Secondly, they hand you a PSD with a design, that's tedious but easy enough.
You can farm it out to someone who just does HTML/CSS and as another comment
on this thread notes, that's a very high competition low margin market. I
don't have a real problem with that, but the initial designs are never the
finished product, there are iterations all the time, and the way I've seen
them iterate is "oh we need an edit / delete / create button for this
particular widget here, it needs to be aligned over here, no we need to move
it six million times to decide, I don't know, use your intuition" like I
should have some kind of intuition about design issues.

They're designers, they handle appearance and aesthetics, I have no interest
in it whatsoever, I don't want to iterate six million psd's into their
html/css counterparts, and I sure as hell don't want to have to handhold the
designer at the stage the implementation is already finished and they decide
they want to modify pixel margins and such.

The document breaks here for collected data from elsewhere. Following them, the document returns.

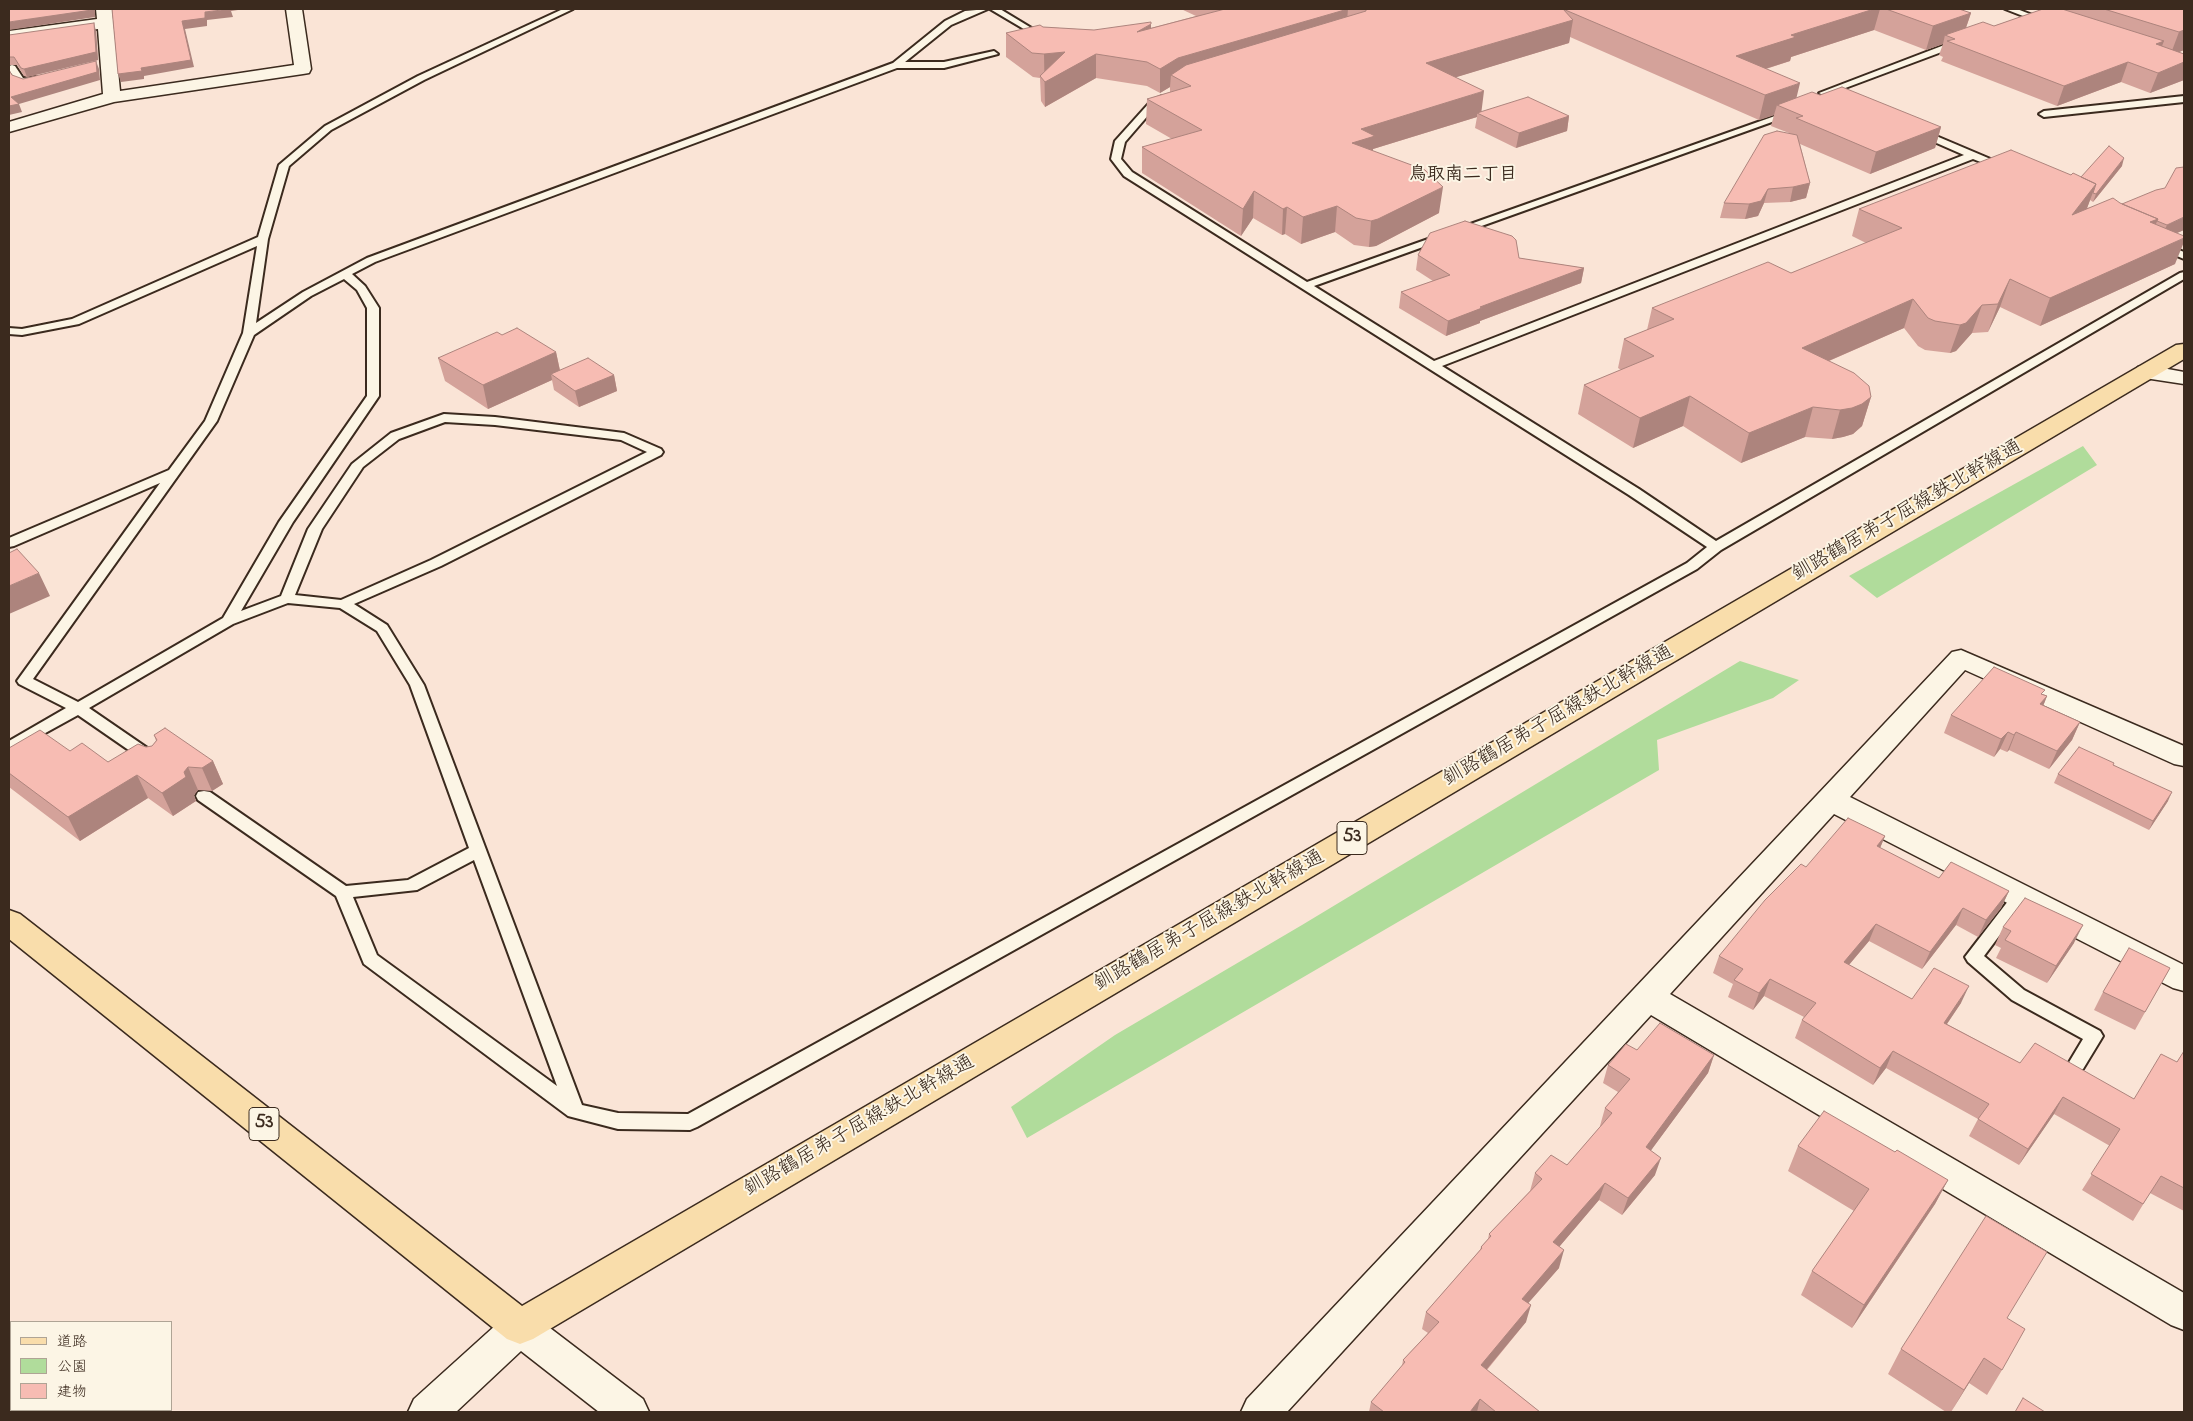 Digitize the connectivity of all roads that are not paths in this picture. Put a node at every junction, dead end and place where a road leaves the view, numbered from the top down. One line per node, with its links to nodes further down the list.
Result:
1 (294, 9): 18 (street)
2 (569, 9): 29 (lane)
3 (984, 9): 14 (lane)
4 (994, 9): 12 (lane)
5 (2009, 9): 7 (lane)
6 (105, 16): 10 (street); 18 (street)
7 (2030, 16): 8 (lane); 9 (lane)
8 (2011, 24)
9 (2057, 25)
10 (9, 36)
11 (1974, 37): 19 (lane)
12 (1024, 46)
13 (994, 54): 14 (lane)
14 (896, 65): 32 (lane)
15 (12, 68): 16 (lane)
16 (50, 77)
17 (1174, 90): 34 (lane)
18 (112, 97): 25 (street)
19 (1835, 98): 21 (lane); 22 (lane)
20 (2184, 99): 24 (lane)
21 (1817, 104)
22 (1854, 105)
23 (1798, 111): 34 (lane)
24 (2044, 114)
25 (9, 127)
26 (1909, 128): 27 (lane)
27 (1973, 155): 28 (lane); 38 (lane)
28 (2017, 174)
29 (263, 239): 35 (lane); 36 (lane)
30 (2149, 241): 31 (lane)
31 (2184, 256)
32 (345, 274): 36 (lane); 46 (lane)
33 (2184, 275): 43 (lane)
34 (1305, 286): 38 (lane)
35 (9, 331)
36 (249, 333): 41 (lane)
37 (2184, 350): 39 (main road, 釧路鶴居弟子屈線:鉄北幹線通 / 53)
38 (1433, 366): 43 (lane)
39 (2146, 372): 40 (street); 62 (main road, 釧路鶴居弟子屈線:鉄北幹線通 / 53)
40 (2184, 378)
41 (174, 473): 42 (lane); 47 (lane)
42 (9, 544)
43 (1716, 547): 60 (lane)
44 (287, 599): 45 (lane); 45 (lane); 46 (lane)
45 (343, 604): 53 (lane)
46 (228, 621): 47 (lane)
47 (78, 708): 48 (lane); 50 (lane)
48 (9, 748)
49 (2184, 756): 52 (street)
50 (157, 762)
51 (204, 796): 54 (lane)
52 (1830, 799): 55 (street); 58 (street)
53 (479, 850): 54 (lane); 60 (lane)
54 (344, 892): 60 (lane)
55 (2021, 896): 57 (street); 59 (lane)
56 (9, 922): 62 (main road, 53)
57 (2184, 979)
58 (1648, 997): 61 (street); 65 (street)
59 (2077, 1064)
60 (575, 1111)
61 (2184, 1313)
62 (520, 1326): 63 (street); 64 (street)
63 (428, 1412)
64 (629, 1412)
65 (1261, 1412) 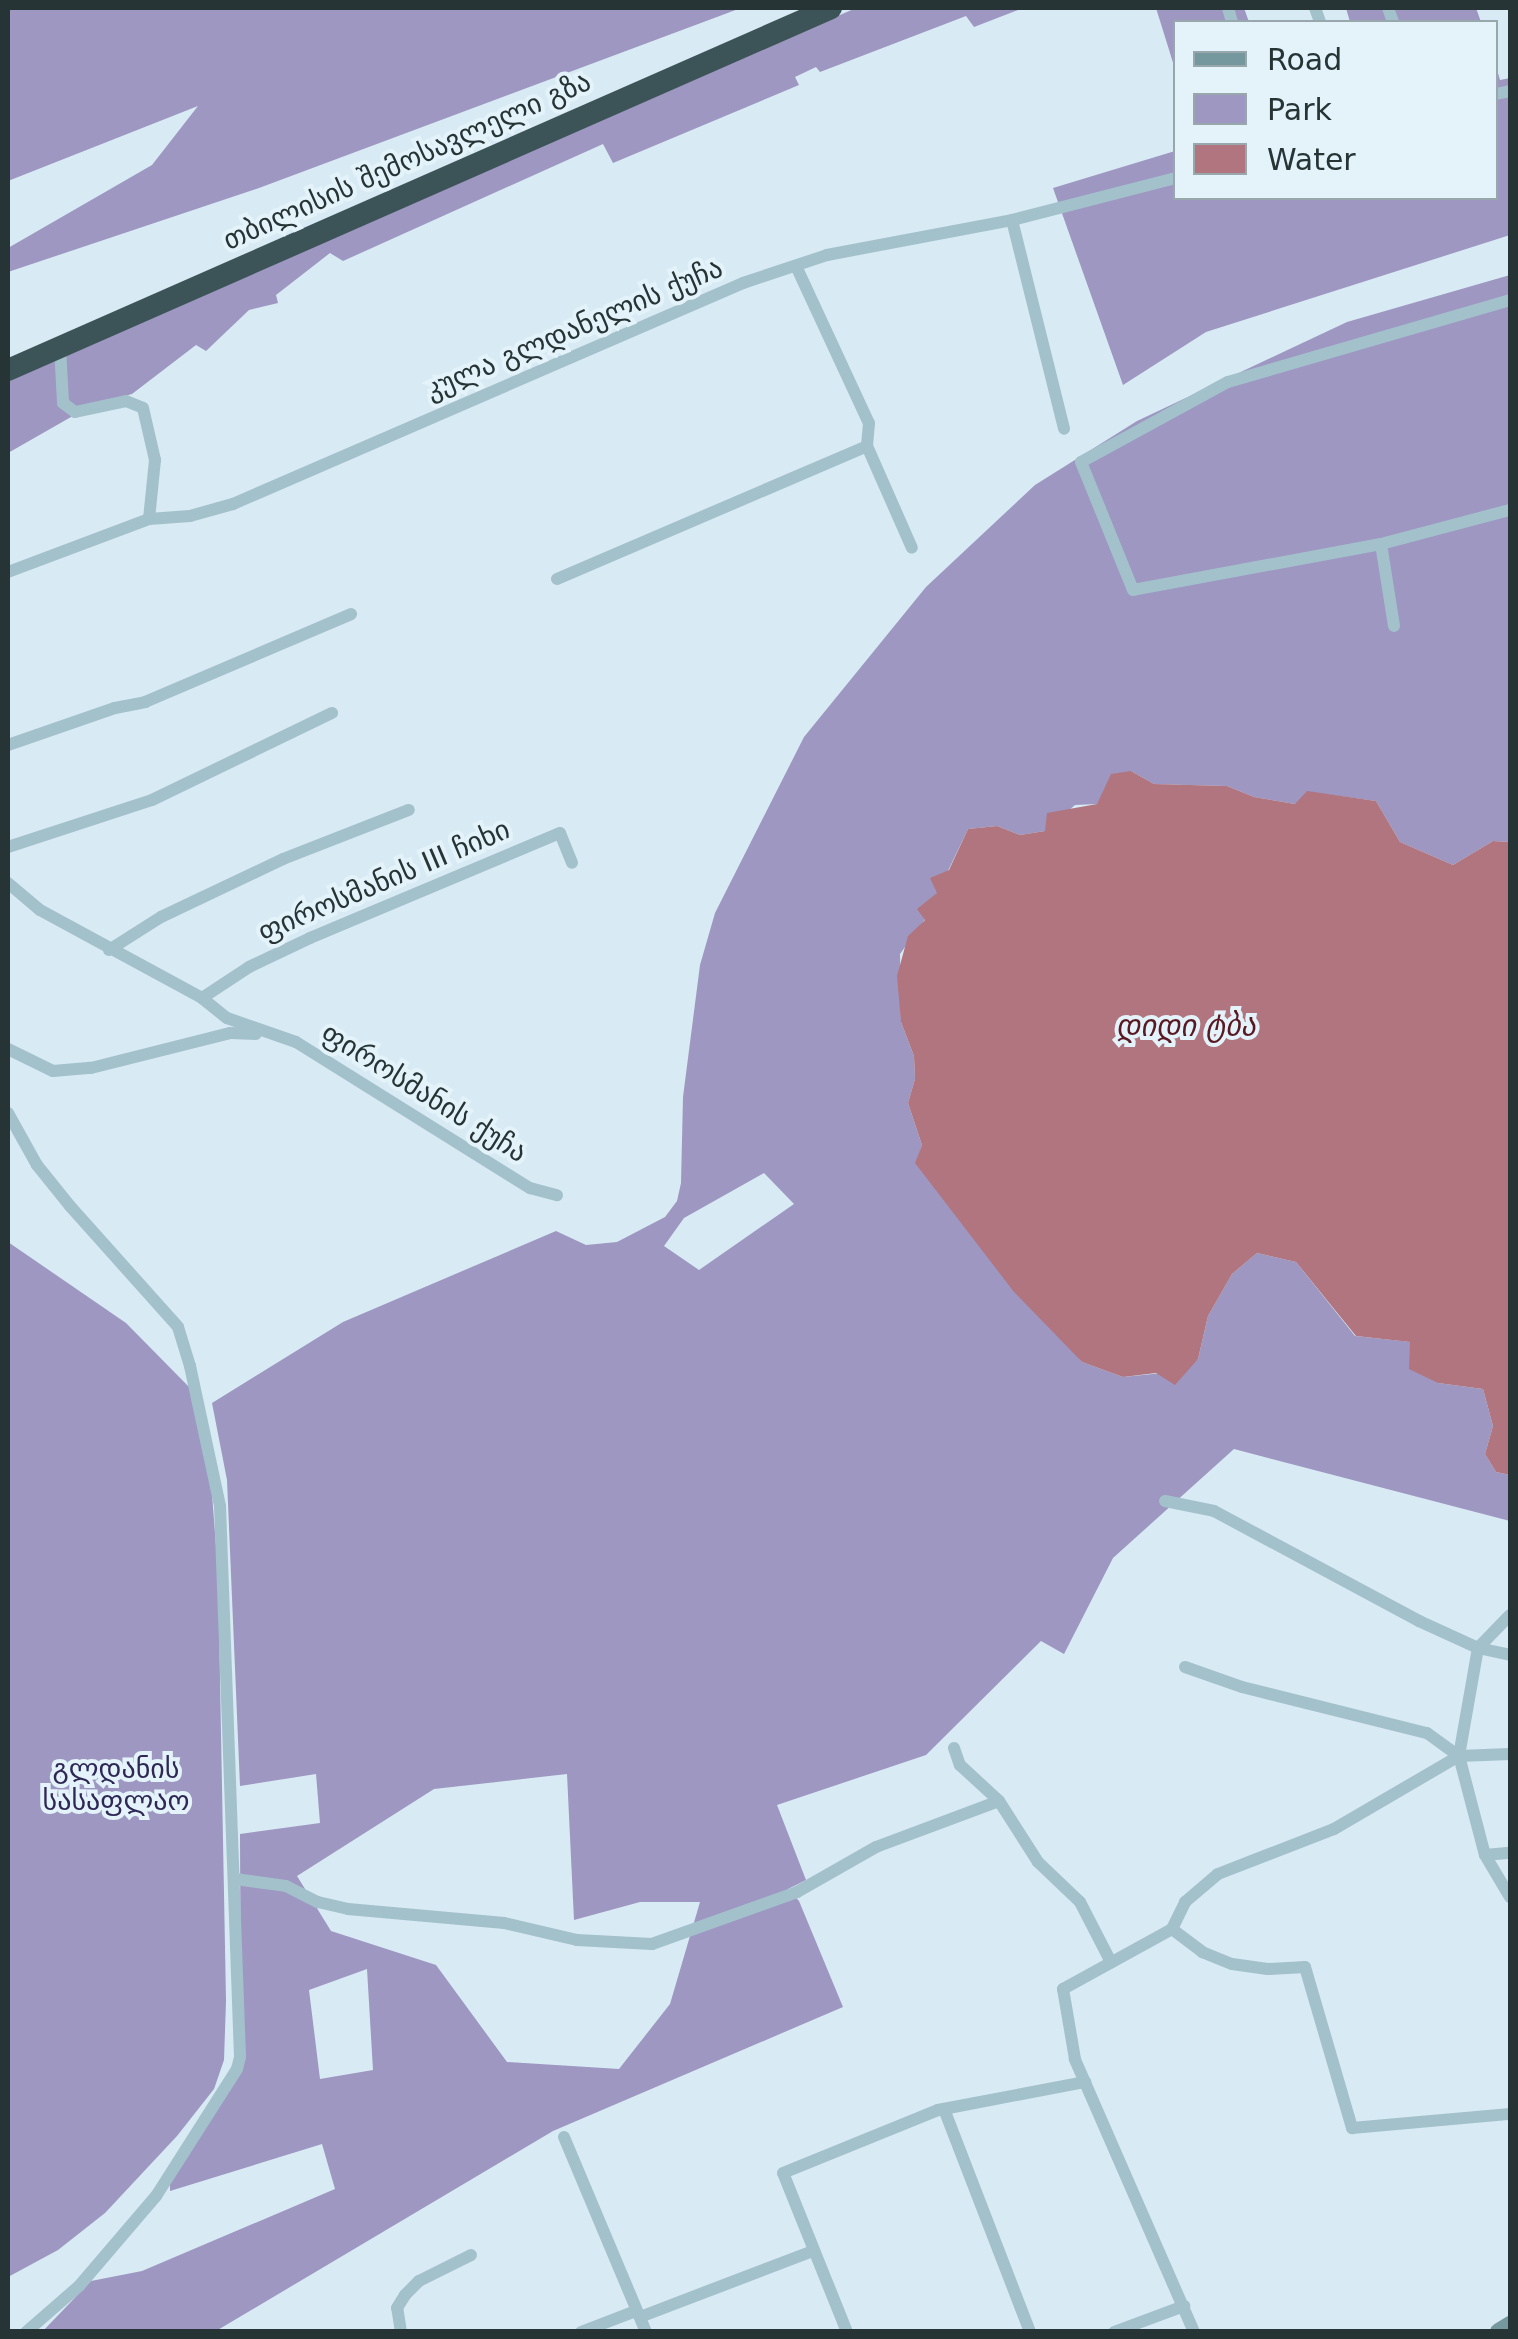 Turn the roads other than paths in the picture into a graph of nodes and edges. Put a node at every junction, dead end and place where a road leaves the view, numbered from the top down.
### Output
1 (831, 8) edge
2 (1173, 179) edge
3 (1012, 220) junction
4 (796, 266) junction
5 (1510, 300) edge
6 (60, 347) junction
7 (8, 370) edge
8 (1064, 429) dead end
9 (867, 446) junction
10 (1510, 510) edge
11 (149, 519) junction
12 (1382, 544) junction
13 (912, 548) dead end
14 (8, 572) edge
15 (557, 579) dead end
16 (351, 614) dead end
17 (1394, 626) dead end
18 (332, 712) dead end
19 (8, 745) edge
20 (410, 810) dead end
21 (8, 847) edge
22 (572, 863) dead end
23 (8, 884) edge
24 (109, 950) junction
25 (202, 998) junction
26 (269, 1035) junction
27 (8, 1050) edge
28 (8, 1113) edge
29 (557, 1194) dead end
30 (1166, 1501) dead end
31 (1510, 1615) edge
32 (1478, 1648) junction
33 (1510, 1655) edge
34 (1185, 1668) dead end
35 (954, 1748) dead end
36 (1510, 1754) edge
37 (1458, 1756) junction
38 (999, 1801) junction
39 (1510, 1853) edge
40 (1485, 1855) junction
41 (235, 1880) junction
42 (1510, 1897) edge
43 (1172, 1929) junction
44 (1111, 1962) junction
45 (1085, 2082) junction
46 (944, 2109) junction
47 (1510, 2114) edge
48 (564, 2137) dead end
49 (813, 2251) junction
50 (471, 2255) dead end
51 (1184, 2306) junction
52 (638, 2314) junction
53 (26, 2332) edge
54 (401, 2332) edge
55 (580, 2332) edge
56 (646, 2332) edge
57 (848, 2332) edge
58 (1030, 2332) edge
59 (1114, 2332) edge
60 (1194, 2332) edge

1 - 6 highway, თბილისის შემოსავლელი გზა
2 - 3 street, კულა გლდანელის ქუჩა
3 - 4 street, კულა გლდანელის ქუჩა
3 - 8 street
4 - 9 street
4 - 11 street, კულა გლდანელის ქუჩა
5 - 12 street
6 - 7 highway, თბილისის შემოსავლელი გზა
6 - 11 street
9 - 13 street
9 - 15 street
10 - 12 street
11 - 14 street, კულა გლდანელის ქუჩა
12 - 17 street
16 - 19 street
18 - 21 street
20 - 24 street
22 - 25 street, ფიროსმანის III ჩიხი
23 - 24 street, ფიროსმანის ქუჩა
24 - 25 street, ფიროსმანის ქუჩა
25 - 26 street, ფიროსმანის ქუჩა
26 - 27 street
26 - 29 street, ფიროსმანის ქუჩა
28 - 41 street
30 - 32 street
31 - 32 street
32 - 33 street
32 - 37 street
34 - 37 street
35 - 38 street
36 - 37 street
37 - 40 street
37 - 43 street
38 - 41 street
38 - 44 street
39 - 40 street
40 - 42 street
41 - 53 street
43 - 44 street
43 - 47 street
44 - 45 street
45 - 46 street
45 - 51 street
46 - 49 street
46 - 58 street
48 - 52 street
49 - 52 street
49 - 57 street
50 - 54 street
51 - 59 street
51 - 60 street
52 - 55 street
52 - 56 street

The time spent handholding the designer on my current project vs actually
doing my job and writing code is 70/30 in favour of handholding the designer.
This is flat out ridiculous and I refuse to believe it ought to be par for the
course because they couldn't be bothered to learn something as utterly basic
as css and html. I didn't even want to learn them myself because I didn't see
it as a coding issue but just ended up learning it by osmosis because it's not
complex at all.

------
rbranson
This is a very high competition, relatively lower demand market than straight
web app development. A single designer can build interfaces that will put a
whole team of developers to work. If I'm interviewing designers and I had to
choose between the better designer and one that could do reasonably good
HTML/CSS, it'd be the later all the way.